Studio album by Grammatrain
- Released: July 6, 1997
- Studio: Ardent Music (Memphis, Tennessee)
- Genre: Christian rock; alternative rock; grunge;
- Length: 46:10
- Label: ForeFront
- Producer: John Hampton

Grammatrain chronology
| Lonely House (1995) | Flying (1997) | Live 120798 (1999) |

= Flying (Grammatrain album) =

Flying is the second studio album by American rock band Grammatrain, released on July 6, 1997 on ForeFront Records.

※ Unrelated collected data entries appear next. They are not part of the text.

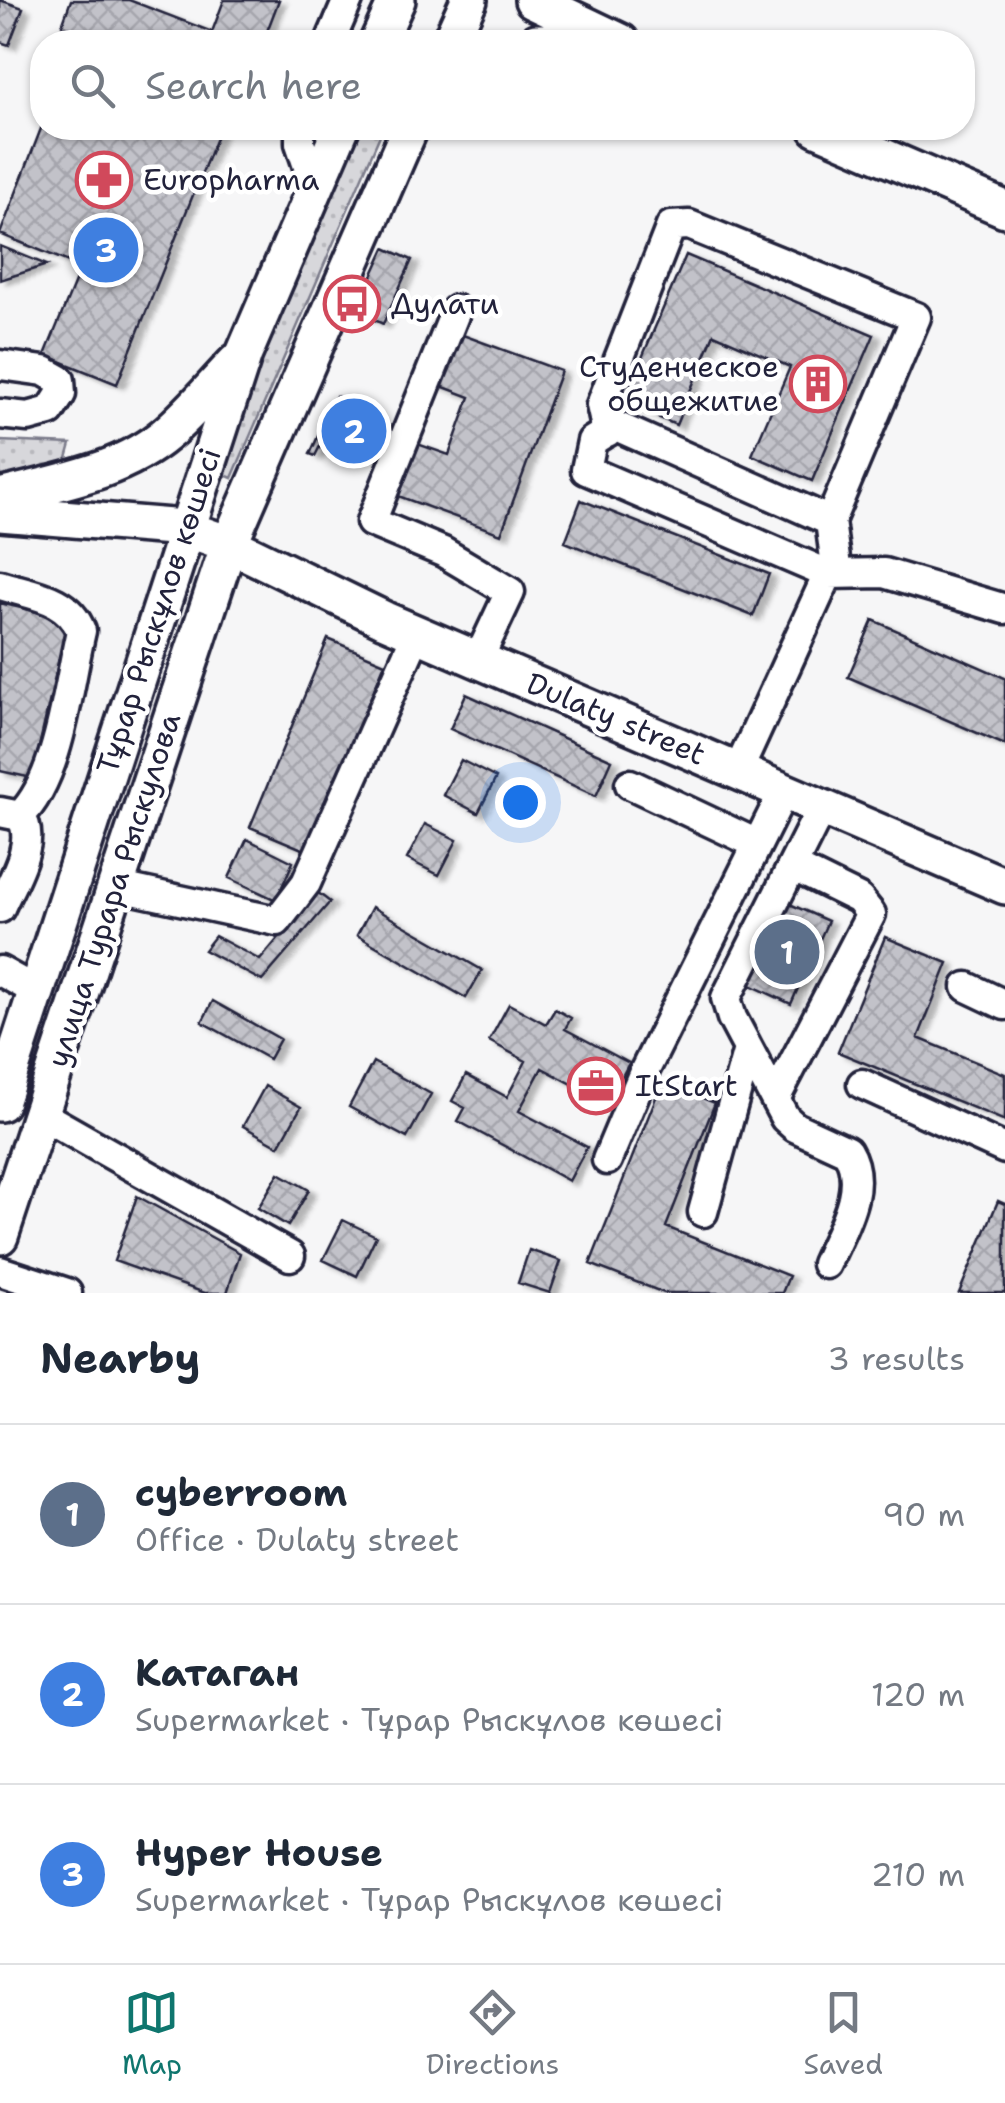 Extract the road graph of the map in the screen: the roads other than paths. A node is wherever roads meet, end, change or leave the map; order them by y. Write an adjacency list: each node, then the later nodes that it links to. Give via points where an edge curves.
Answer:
1 (348, 0): 6 (street)
2 (397, 0): 7 (main road)
3 (470, 0): 8 (main road)
4 (533, 0): 9 (main road)
5 (588, 0): 10 (main road)
6 (335, 30)
7 (383, 30)
8 (456, 30)
9 (596, 30)
10 (612, 30)
11 (300, 140): 15 (street)
12 (335, 140): 15 (main road, Тұрар Рыскұлов көшесі)
13 (406, 140): 26 (main road, Тұрар Рыскұлов көшесі)
14 (845, 140): 16 (main road)
15 (314, 187): 18 (main road, Тұрар Рыскұлов көшесі)
16 (1005, 209)
17 (456, 310): 31 (street, via 372,522 443,552 510,592)
18 (244, 354): 22 (main road, via 166,434 138,453); 25 (main road, Тұрар Рыскұлов көшесі)
19 (0, 366): 20 (street, via 44,371 60,380 61,394 50,411)
20 (0, 414)
21 (607, 432): 24 (street, via 616,426); 24 (street, via 601,404 671,226 690,225 916,317); 27 (street, via 592,441 586,470)
22 (0, 497)
23 (0, 512): 25 (main road, Dulaty street)
24 (830, 521): 27 (street, via 835,559)
25 (184, 528): 26 (main road, Dulaty street); 44 (main road, Тұрар Рыскұлов көшесі)
26 (230, 544): 30 (main road, Dulaty street); 39 (main road, улица Турара Рыскулова)
27 (828, 574): 29 (street, via 884,572); 32 (street)
28 (0, 586): 36 (street, via 61,603 81,632 46,778 34,802)
29 (1005, 609)
30 (417, 634): 31 (main road, Dulaty street); 39 (street, via 306,882 277,921)
31 (478, 660): 32 (main road, Dulaty street)
32 (738, 771): 34 (main road, Dulaty street)
33 (630, 784): 37 (street)
34 (784, 791): 35 (main road, Dulaty street); 37 (street)
35 (822, 808): 38 (street); 40 (main road, Dulaty street)
36 (10, 814): 41 (street, via 25,824 24,853)
37 (757, 844): 52 (street)
38 (794, 867): 46 (street, via 726,998); 48 (street, via 859,899 870,914)
39 (115, 886): 50 (main road, улица Турара Рыскулова)
40 (1005, 886)
41 (0, 908)
42 (0, 971): 44 (street)
43 (967, 988): 45 (street)
44 (36, 991): 49 (main road, Тұрар Рыскұлов көшесі)
45 (1005, 1005)
46 (748, 1049): 48 (street); 53 (street)
47 (862, 1084): 51 (street)
48 (775, 1099): 56 (street, via 794,1127 852,1159 852,1206)
49 (0, 1102)
50 (40, 1114): 54 (main road, улица Турара Рыскулова); 55 (street)
51 (1005, 1149)
52 (607, 1160)
53 (703, 1212)
54 (0, 1236)
55 (290, 1256)
56 (826, 1264)
57 (0, 1271): 58 (street)
58 (67, 1293) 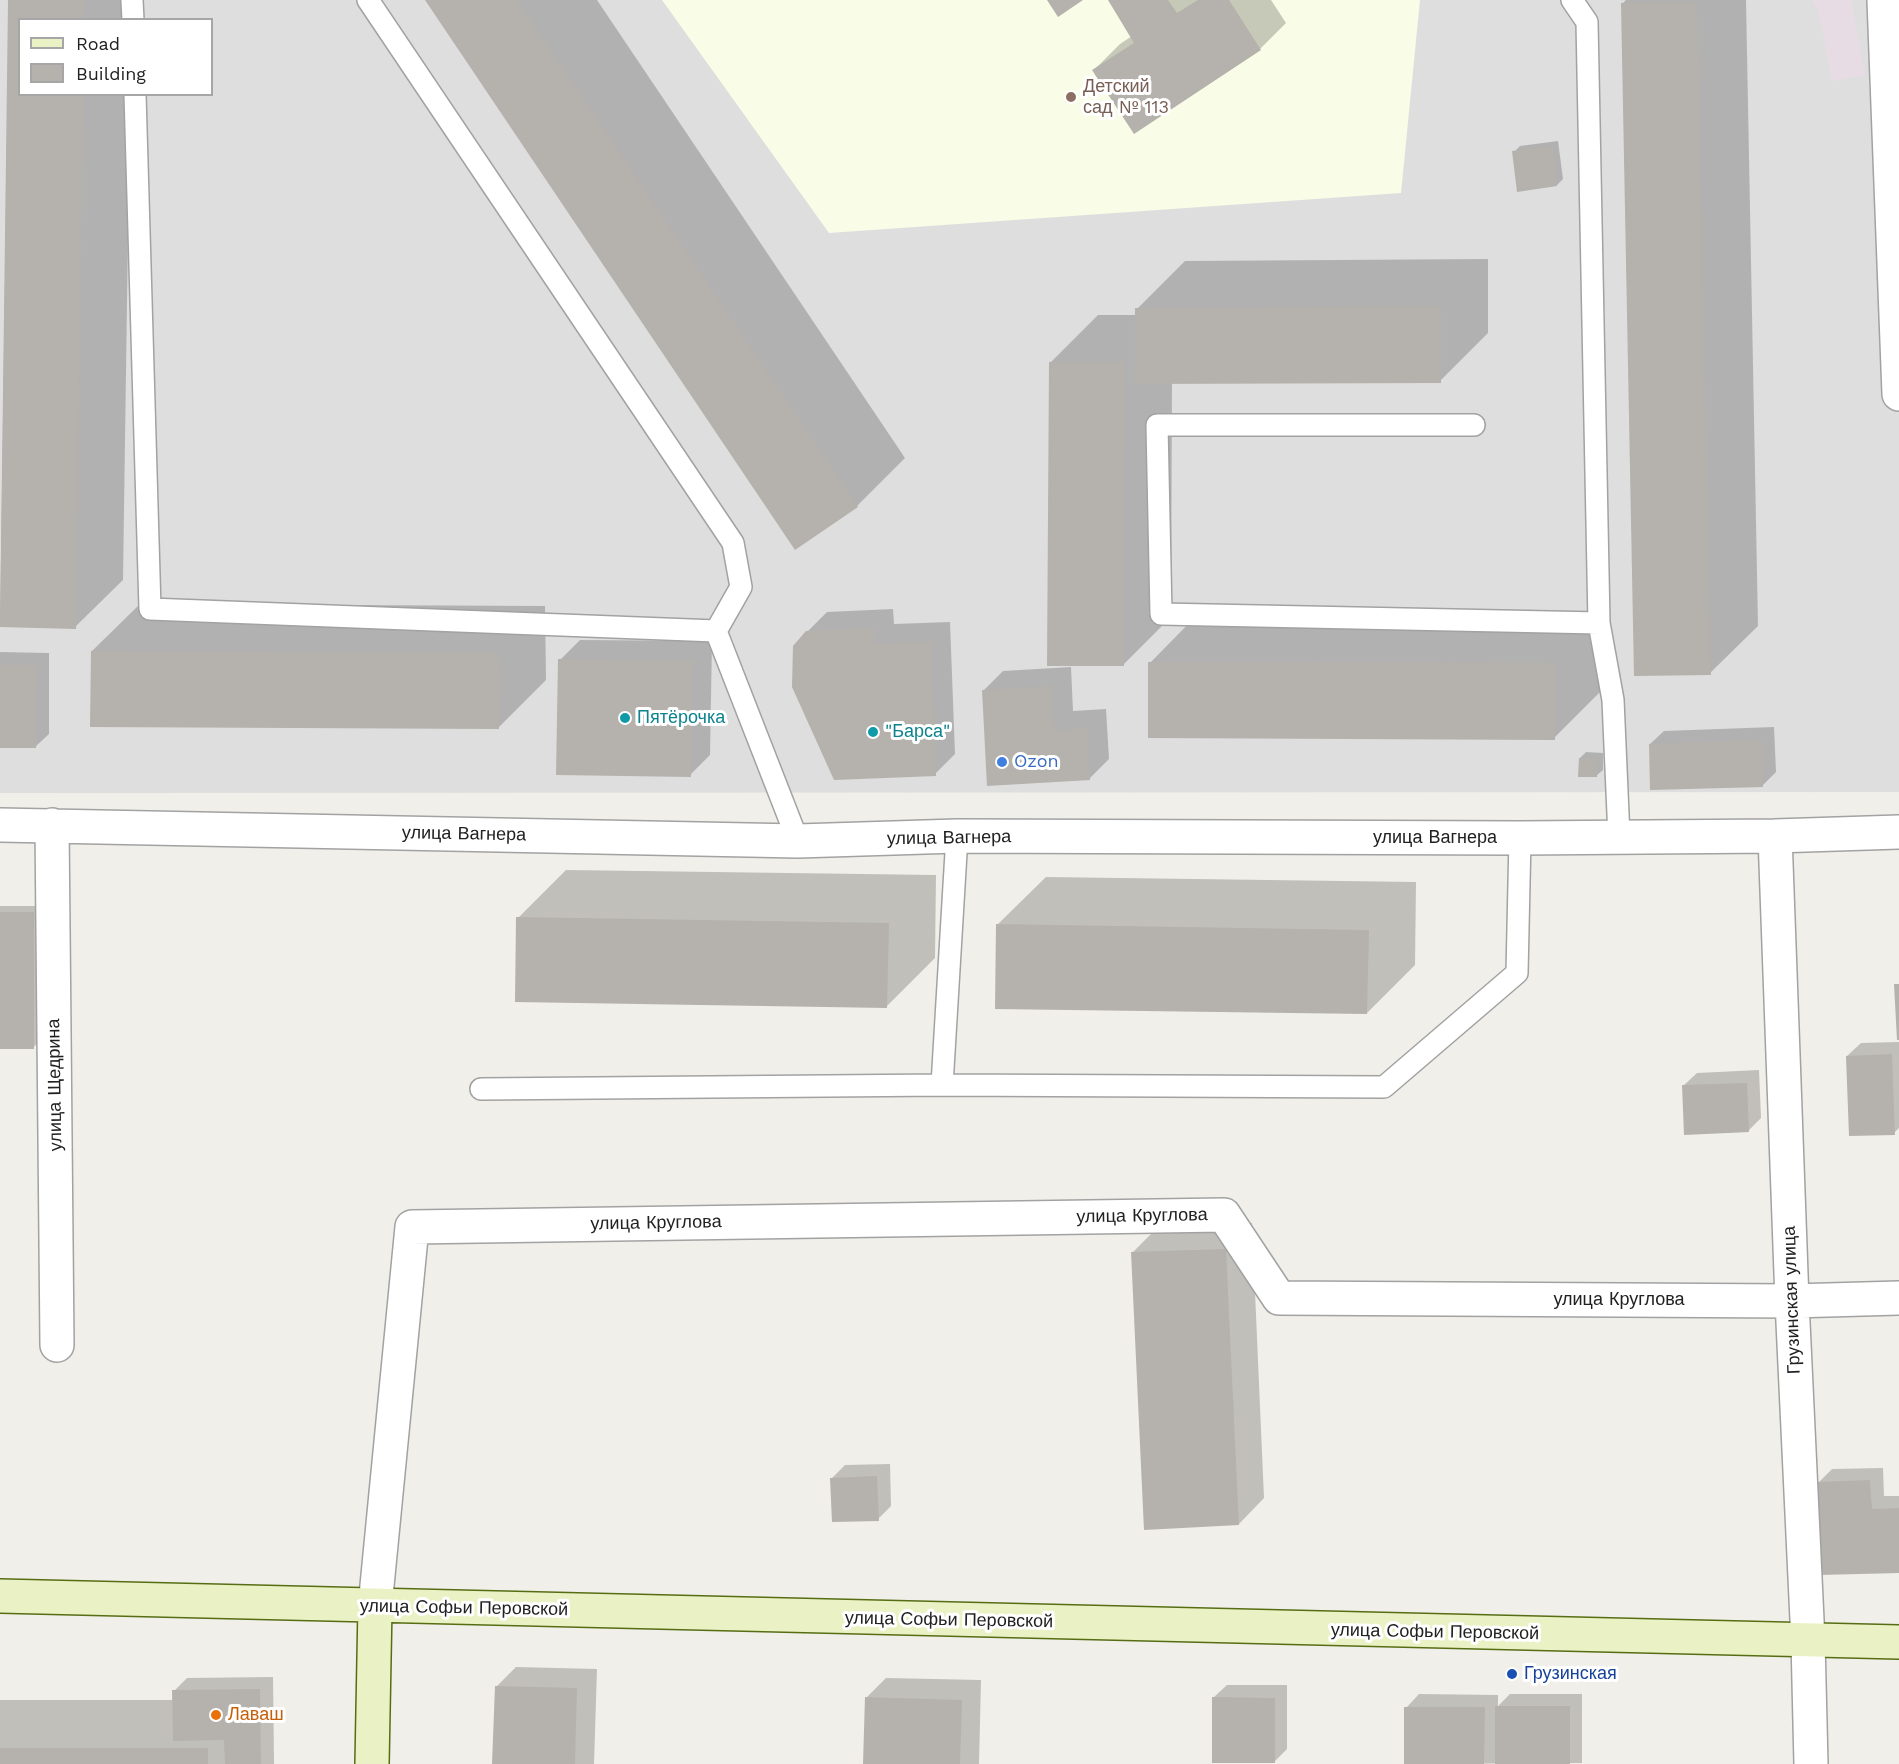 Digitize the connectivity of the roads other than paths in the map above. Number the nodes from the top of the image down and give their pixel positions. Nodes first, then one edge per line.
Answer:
1 (132, 0) edge
2 (368, 0) edge
3 (1572, 0) edge
4 (1884, 0) edge
5 (133, 18) edge
6 (135, 96) edge
7 (1899, 394) edge
8 (1474, 425) dead end
9 (1599, 622) junction
10 (716, 631) junction
11 (0, 825) edge
12 (52, 825) junction
13 (1899, 832) edge
14 (957, 836) junction
15 (1775, 836) junction
16 (1618, 837) junction
17 (1520, 838) junction
18 (798, 841) junction
19 (942, 1085) junction
20 (481, 1089) dead end
21 (1899, 1298) edge
22 (1792, 1301) junction
23 (57, 1345) dead end
24 (0, 1596) edge
25 (375, 1605) junction
26 (1808, 1641) junction
27 (1899, 1642) edge
28 (372, 1764) edge
29 (1810, 1764) edge

1 - 5 lane
2 - 10 lane
3 - 9 lane
4 - 7 street
6 - 10 lane
8 - 9 lane
9 - 16 lane
10 - 18 lane
11 - 12 street, улица Вагнера
12 - 18 street, улица Вагнера
12 - 23 street, улица Щедрина
13 - 15 street, улица Вагнера
14 - 17 street, улица Вагнера
14 - 18 street, улица Вагнера
14 - 19 lane
15 - 16 street, улица Вагнера
15 - 22 street, Грузинская улица
16 - 17 street, улица Вагнера
17 - 19 lane
19 - 20 lane
21 - 22 street, улица Круглова
22 - 25 street, улица Круглова
22 - 26 street, Грузинская улица
24 - 25 main road, улица Софьи Перовской
25 - 26 main road, улица Софьи Перовской
25 - 28 main road
26 - 27 main road, улица Софьи Перовской
26 - 29 street, Грузинская улица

A music video was made for the song "Peace". The music video included on the WWJD (What Would Jesus Do?) compilation VHS in 1998 and the track "Pain" was included on the CD release of the WWJD compilation on November 4, 1997.

During an interview on Jesus Freaks: Vinyl to Digital in 2021, drummer Paul Joseph Roraback said Flying was recorded in two months.

Professional ratings
Review scores
| Source | Rating |
| AllMusic | Star |
| Jesus Freak Hideout | Star |
| Cross Rhythms | Star |
| The Phantom Tollbooth | Review 1: Review 2: Review 3: Review 4: |

==Track listing==

 live recording appears on Live 120798 (1999)
 live acoustic recording appears on Grammatrain demo CD (1994)

| No. | Title | Length |
|---|---|---|
| 1. | "Jonah^{[a]}" | 2:41 |
| 2. | "Less of Me^{[a]}" | 2:48 |
| 3. | "Flying^{[a]}" | 5:11 |
| 4. | "Rocketship" | 2:24 |
| 5. | "Peace" | 4:13 |
| 6. | "Pain^{[a]}" | 4:46 |
| 7. | "Sell Your Soul" | 3:22 |
| 8. | "Fuse^{[a]}" | 3:47 |
| 9. | "Spiderweb" | 3:16 |
| 10. | "Found In You" | 4:44 |
| 11. | "For Me^{[b]}" (song ends at 3:49 and is followed by five minutes of silence) | 8:49 |
| 12. | "Hidden Track^{1}" | 0:04 |
| Total length: |  | 46:10 |

==Reception==
Flying received mixed to positive reviews from critics. Alex Figgis of Cross Rhythms described the album as "carefully crafted so as to leave the listener in no doubt as to Grammatrain's faith in Christ, yet sensitive enough to lovingly challenge those left standing in the dark. Excellent." In 1999, "Pain" was nominated for the "Hard Music Recorded Song" award at the 30th Annual GMA Dove Awards.

==Personnel==
Grammatrain
- Pete Stewart – vocals, guitar, piano, mellotron
- Dalton Roraback – bass guitar
- Paul Joseph Roraback – drums, percussion

Additional musicians
- Dana Roraback – tambourine ("Flying")
- Donna Stewart – tambourine ("For Me")

Production
- John Hampton – producer, engineer, mixer
- Dan R. Brock, Eddie DeGarmo – executive producers
- Matt Martone – engineer
- Jason Latshaw – assistant engineer
- Bil Brown – art direction, design, illustration
- Gary Taxali – cover wraparound illustration
- Karen Mason – photography
- Ken Love – mastering at MasterMix (Nashville, Tennessee)

==Notes==
^{1.} Named "[Hidden Track]" on CD metadata and not written on the track listing; named "Pop" on digital releases.